> **Problem**
In the records below, find the lines that include "זבולון" and copy each.

Stored data entries:

>>>

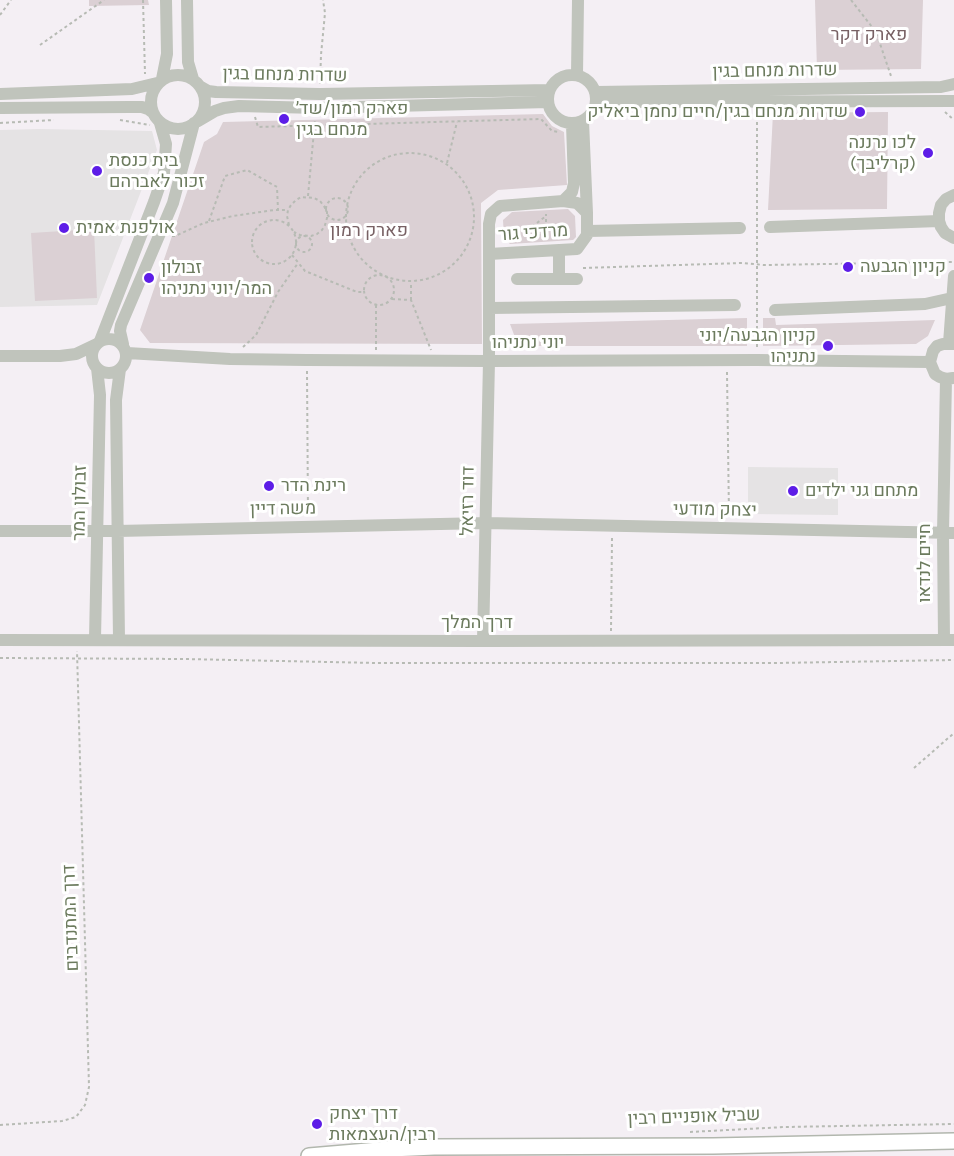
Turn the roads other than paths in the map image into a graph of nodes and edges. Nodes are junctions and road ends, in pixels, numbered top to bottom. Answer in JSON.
{"nodes":[{"id":1,"x":166,"y":0,"type":"edge"},
{"id":2,"x":187,"y":0,"type":"edge"},
{"id":3,"x":578,"y":0,"type":"edge"},
{"id":4,"x":577,"y":75,"type":"junction"},
{"id":5,"x":159,"y":81,"type":"junction"},
{"id":6,"x":197,"y":83,"type":"junction"},
{"id":7,"x":954,"y":85,"type":"edge"},
{"id":8,"x":0,"y":94,"type":"edge"},
{"id":9,"x":549,"y":96,"type":"junction"},
{"id":10,"x":596,"y":97,"type":"junction"},
{"id":11,"x":953,"y":102,"type":"edge"},
{"id":12,"x":0,"y":108,"type":"edge"},
{"id":13,"x":156,"y":118,"type":"junction"},
{"id":14,"x":196,"y":122,"type":"junction"},
{"id":15,"x":576,"y":126,"type":"junction"},
{"id":16,"x":954,"y":195,"type":"edge"},
{"id":17,"x":563,"y":201,"type":"junction"},
{"id":18,"x":587,"y":213,"type":"junction"},
{"id":19,"x":939,"y":221,"type":"junction"},
{"id":20,"x":770,"y":227,"type":"dead end"},
{"id":21,"x":740,"y":228,"type":"dead end"},
{"id":22,"x":587,"y":231,"type":"junction"},
{"id":23,"x":954,"y":238,"type":"edge"},
{"id":24,"x":559,"y":250,"type":"junction"},
{"id":25,"x":489,"y":254,"type":"junction"},
{"id":26,"x":580,"y":273,"type":"road end"},
{"id":27,"x":954,"y":276,"type":"edge"},
{"id":28,"x":517,"y":279,"type":"dead end"},
{"id":29,"x":559,"y":279,"type":"junction"},
{"id":30,"x":952,"y":298,"type":"junction"},
{"id":31,"x":735,"y":305,"type":"dead end"},
{"id":32,"x":489,"y":308,"type":"junction"},
{"id":33,"x":775,"y":310,"type":"dead end"},
{"id":34,"x":98,"y":343,"type":"junction"},
{"id":35,"x":951,"y":344,"type":"edge"},
{"id":36,"x":125,"y":349,"type":"junction"},
{"id":37,"x":0,"y":356,"type":"edge"},
{"id":38,"x":60,"y":356,"type":"junction"},
{"id":39,"x":489,"y":361,"type":"junction"},
{"id":40,"x":930,"y":362,"type":"junction"},
{"id":41,"x":96,"y":366,"type":"junction"},
{"id":42,"x":120,"y":369,"type":"junction"},
{"id":43,"x":950,"y":378,"type":"edge"},
{"id":44,"x":486,"y":523,"type":"junction"},
{"id":45,"x":0,"y":531,"type":"edge"},
{"id":46,"x":97,"y":531,"type":"junction"},
{"id":47,"x":117,"y":531,"type":"junction"},
{"id":48,"x":948,"y":533,"type":"edge"},
{"id":49,"x":95,"y":639,"type":"junction"},
{"id":50,"x":0,"y":640,"type":"edge"},
{"id":51,"x":119,"y":640,"type":"junction"},
{"id":52,"x":949,"y":640,"type":"edge"},
{"id":53,"x":483,"y":641,"type":"junction"},
{"id":54,"x":954,"y":1141,"type":"edge"},
{"id":55,"x":406,"y":1154,"type":"edge"},
{"id":56,"x":309,"y":1156,"type":"edge"}],
"edges":[{"from":1,"to":5,"type":"street"},
{"from":2,"to":6,"type":"street"},
{"from":3,"to":4,"type":"street"},
{"from":4,"to":9,"type":"street"},
{"from":4,"to":10,"type":"street"},
{"from":5,"to":6,"type":"street"},
{"from":5,"to":8,"type":"street"},
{"from":5,"to":13,"type":"street"},
{"from":6,"to":9,"type":"street","name":"שדרות מנחם בגין"},
{"from":6,"to":14,"type":"street"},
{"from":7,"to":10,"type":"street","name":"שדרות מנחם בגין"},
{"from":7,"to":11,"type":"street"},
{"from":9,"to":14,"type":"street","name":"שדרות מנחם בגין"},
{"from":9,"to":15,"type":"street"},
{"from":10,"to":11,"type":"street","name":"שדרות מנחם בגין"},
{"from":10,"to":15,"type":"street"},
{"from":12,"to":13,"type":"street"},
{"from":13,"to":14,"type":"street"},
{"from":13,"to":34,"type":"street"},
{"from":14,"to":36,"type":"street"},
{"from":15,"to":17,"type":"street","name":"מרדכי גור"},
{"from":15,"to":18,"type":"street","name":"מרדכי גור"},
{"from":16,"to":19,"type":"street"},
{"from":17,"to":18,"type":"street","name":"מרדכי גור"},
{"from":17,"to":25,"type":"street","name":"מרדכי גור"},
{"from":18,"to":22,"type":"street","name":"מרדכי גור"},
{"from":19,"to":20,"type":"street"},
{"from":19,"to":23,"type":"street"},
{"from":21,"to":22,"type":"street"},
{"from":22,"to":24,"type":"street","name":"מרדכי גור"},
{"from":24,"to":25,"type":"street","name":"מרדכי גור"},
{"from":24,"to":29,"type":"street"},
{"from":25,"to":32,"type":"street","name":"מרדכי גור"},
{"from":26,"to":29,"type":"street"},
{"from":27,"to":30,"type":"street"},
{"from":28,"to":29,"type":"street"},
{"from":30,"to":33,"type":"street"},
{"from":30,"to":35,"type":"street"},
{"from":31,"to":32,"type":"street"},
{"from":32,"to":39,"type":"street","name":"מרדכי גור"},
{"from":34,"to":36,"type":"street"},
{"from":34,"to":38,"type":"street"},
{"from":34,"to":41,"type":"street"},
{"from":35,"to":40,"type":"street"},
{"from":36,"to":39,"type":"street","name":"יוני נתניהו"},
{"from":36,"to":42,"type":"street"},
{"from":37,"to":38,"type":"street"},
{"from":38,"to":41,"type":"street"},
{"from":39,"to":40,"type":"street","name":"יוני נתניהו"},
{"from":39,"to":44,"type":"street","name":"דוד רזיאל"},
{"from":40,"to":43,"type":"street"},
{"from":41,"to":42,"type":"street"},
{"from":41,"to":46,"type":"street","name":"זבולון המר"},
{"from":42,"to":47,"type":"street","name":"זבולון המר"},
{"from":43,"to":48,"type":"street","name":"חיים לנדאו"},
{"from":44,"to":47,"type":"street","name":"משה דיין"},
{"from":44,"to":48,"type":"street","name":"יצחק מודעי"},
{"from":44,"to":53,"type":"street","name":"דוד רזיאל"},
{"from":45,"to":46,"type":"street","name":"משה דיין"},
{"from":46,"to":47,"type":"street","name":"משה דיין"},
{"from":46,"to":49,"type":"street","name":"זבולון המר"},
{"from":47,"to":51,"type":"street","name":"זבולון המר"},
{"from":48,"to":52,"type":"street","name":"חיים לנדאו"},
{"from":49,"to":50,"type":"street","name":"דרך המלך"},
{"from":49,"to":51,"type":"street","name":"דרך המלך"},
{"from":51,"to":53,"type":"street","name":"דרך המלך"},
{"from":52,"to":53,"type":"street","name":"דרך המלך"},
{"from":54,"to":55,"type":"main road"},
{"from":55,"to":56,"type":"main road"}]}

<<<

> **Response to this exercise**
{"from":41,"to":46,"type":"street","name":"זבולון המר"},
{"from":42,"to":47,"type":"street","name":"זבולון המר"},
{"from":46,"to":49,"type":"street","name":"זבולון המר"},
{"from":47,"to":51,"type":"street","name":"זבולון המר"},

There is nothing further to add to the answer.